Most attempts at constructing a socialist or egalitarian utopia, Schoeck argues, seek to remove envy’s evil effects by removing its targets, so that the envious have nothing to envy. But because envy creates its own targets regardless of how equal people are, these efforts are doomed to fail. Moreover, they neglect envy’s positive social role.

“We are thus confronted by an antimony, an irreconcilable contradiction: Envy is an extremely anti-social and destructive emotional state, but it is, at the same time, the most completely socially oriented. And without universal consideration of at least a potential or imaginary envy in others, there could not be the automatic social controls upon which all association is based. We need envy for our existence, though no society that hopes to endure can afford to raise it to a value principle or to an institution.
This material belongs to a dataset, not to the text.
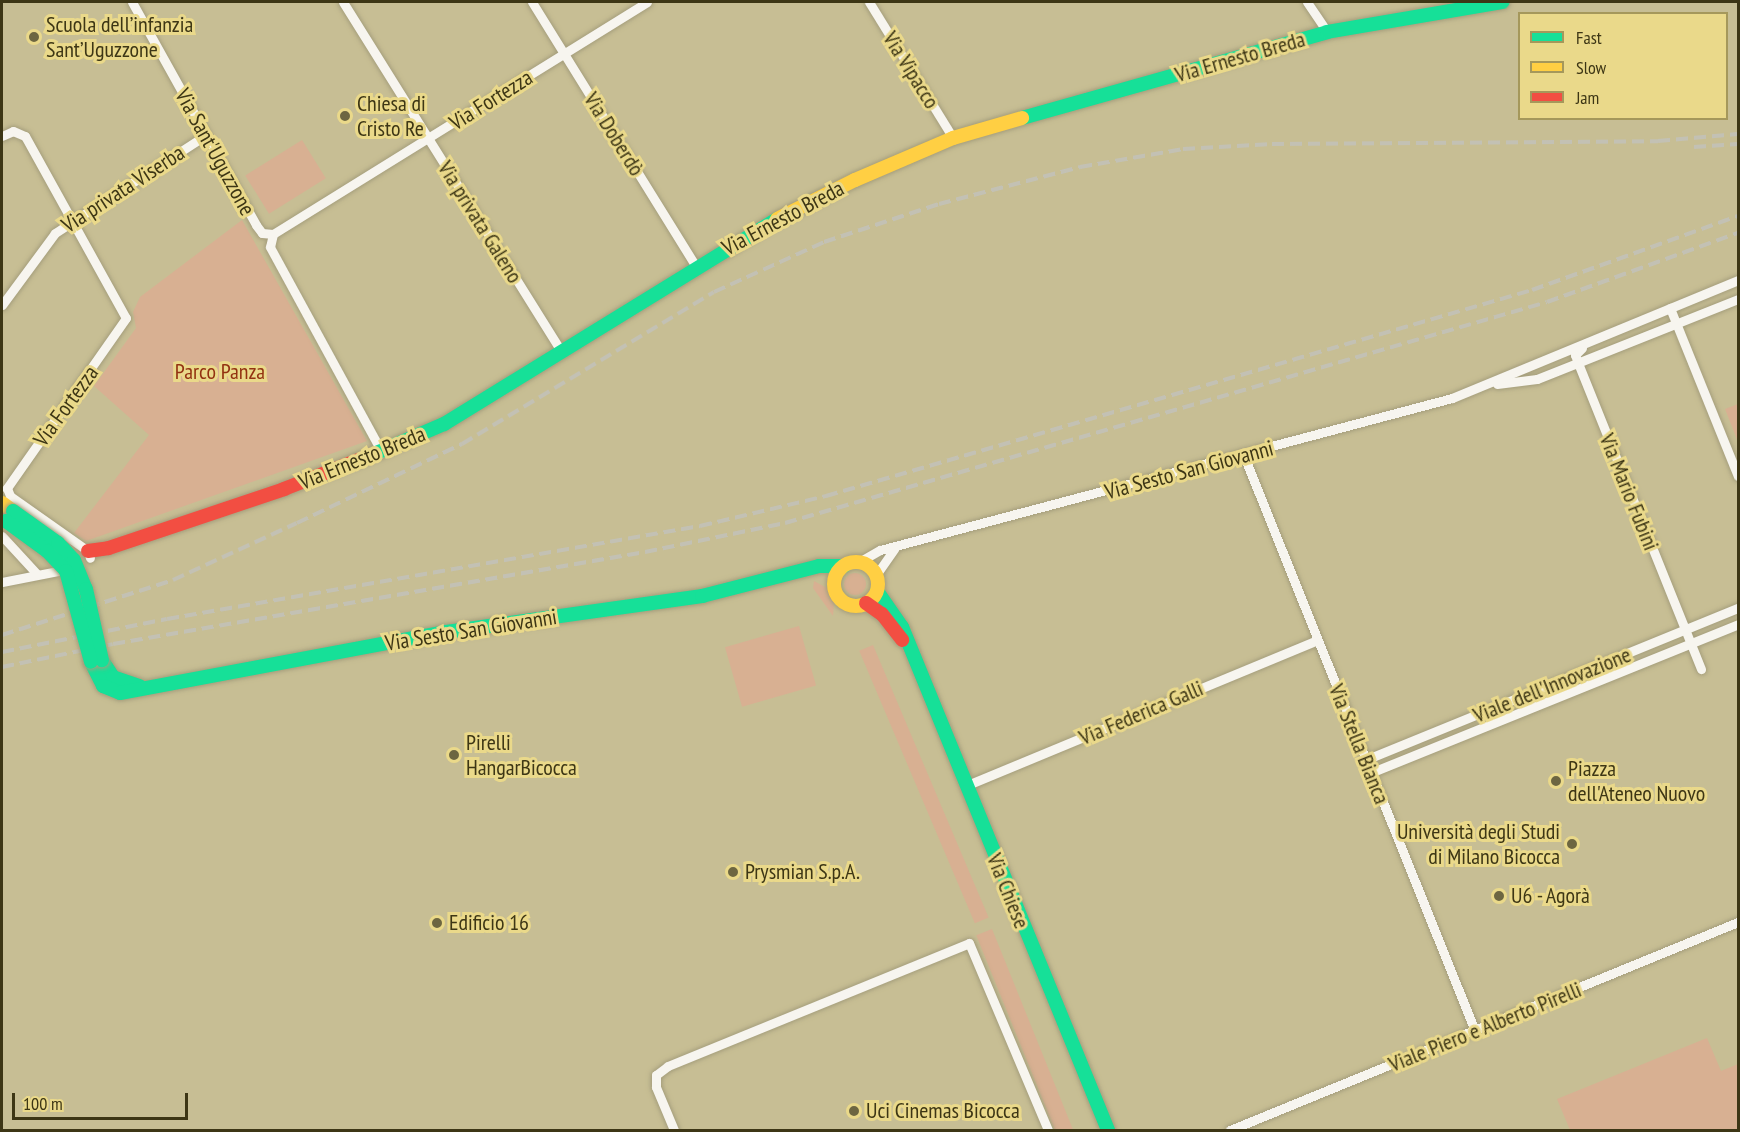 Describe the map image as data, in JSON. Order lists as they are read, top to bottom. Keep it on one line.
{"streets":{"street":["Via Ernesto Breda","Via Vipacco","Via Fortezza","Via Doberdò","Via Sant'Uguzzone","Via privata Viserba","Via privata Galeno","Via Sesto San Giovanni","Via Mario Fubini","Viale dell'Innovazione","Via Federica Galli","Via Stella Bianca","Via Chiese","Viale Piero e Alberto Pirelli"]},"crossings":[["Via Ernesto Breda","Via Vipacco"],["Via Ernesto Breda","Via Doberdò"],["Via Ernesto Breda","Via Sant'Uguzzone"],["Via Ernesto Breda","Via privata Galeno"],["Via Fortezza","Via Doberdò"],["Via Fortezza","Via Sant'Uguzzone"],["Via Fortezza","Via privata Viserba"],["Via Fortezza","Via privata Galeno"],["Via Sant'Uguzzone","Via privata Viserba"],["Via Sesto San Giovanni","Via Mario Fubini"],["Via Sesto San Giovanni","Via Stella Bianca"],["Via Sesto San Giovanni","Via Chiese"],["Via Mario Fubini","Viale dell'Innovazione"],["Viale dell'Innovazione","Via Stella Bianca"],["Via Federica Galli","Via Stella Bianca"],["Via Federica Galli","Via Chiese"],["Via Stella Bianca","Viale Piero e Alberto Pirelli"]],"parks":["Parco Panza"],"places":["Scuola dell’infanzia Sant’Uguzzone","Chiesa di Cristo Re","Pirelli HangarBicocca","Piazza dell'Ateneo Nuovo","Università degli Studi di Milano Bicocca","Prysmian S.p.A.","U6 - Agorà","Edificio 16","Uci Cinemas Bicocca"],"legend":["Fast","Slow","Jam"],"scale_bar":"100 m"} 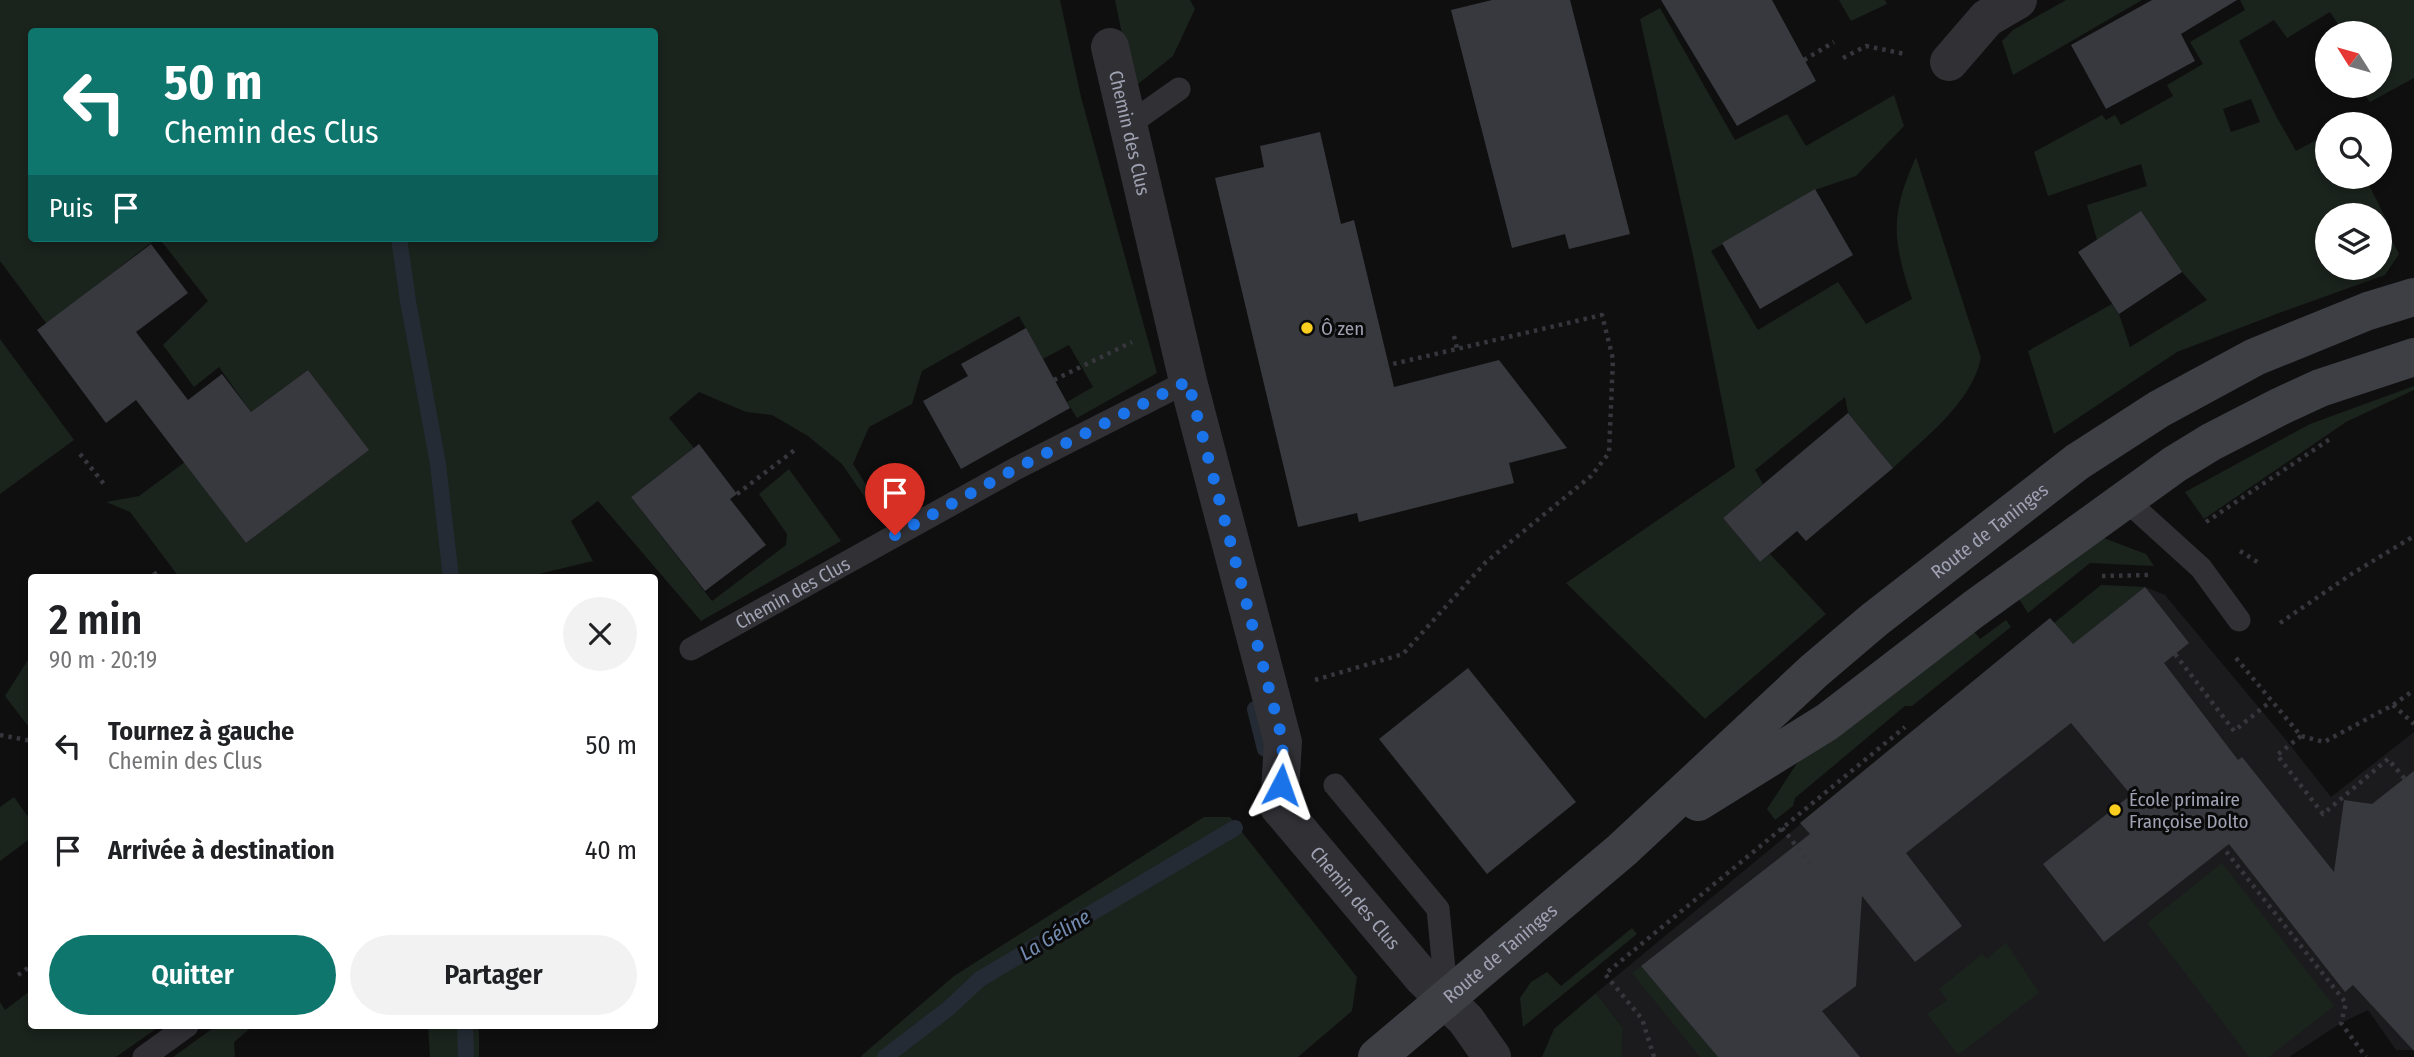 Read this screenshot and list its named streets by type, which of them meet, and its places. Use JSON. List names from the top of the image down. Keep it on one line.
{"streets":{"main road":["Route de Taninges"],"street":["Chemin des Clus"]},"crossings":[["Chemin des Clus","Route de Taninges"]],"water":["La Géline"],"places":["Ô zen","École primaire Françoise Dolto"],"north":"top left","page":{"turn":["50 m","Chemin des Clus"],"then":"Puis","heading":["2 min","90 m · 20:19"],"list":[{"name":"Tournez à gauche","note":"Chemin des Clus","value":"50 m"},{"name":"Arrivée à destination","value":"40 m"}],"buttons":["Quitter","Partager"]}}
Now, the twentieth century has gone further toward the liberation of the envious man, and toward raising envy to an abstract social principle, than any previous society since the primitive level, because it has taken seriously several ideologies of which envy is the source and which it feeds in precisely the degree to which those ideologies raise false hopes of an ultimate envy-free society. And in the twentieth century, too, for the first time, certain societies have grown rich enough to nourish the illusion that they can afford the luxury of buying the good will of the envious at ever steeper prices.“

Envy’s combination of thorough scholarship and dispassionate, readable style lends its arguments compelling weight and makes it the best treatment of envy available. A smashing refutation of egalitarianism’s view of human nature and its utopian delusions, Envy is a must for all friends of liberty and civilization. His care in arguing envy’s positive aspects renders Schoeck impervious to charges of polemicism. Hence his criticisms of envy and his foreboding observations about modern times are all the more powerful. Widespread study of Envy would do much to combat the evils of its subject, and hopefully lead many to concur in its conclusion: “The time has surely come when we should stop behaving as though the envious man was the main criterion for economic and social policy.”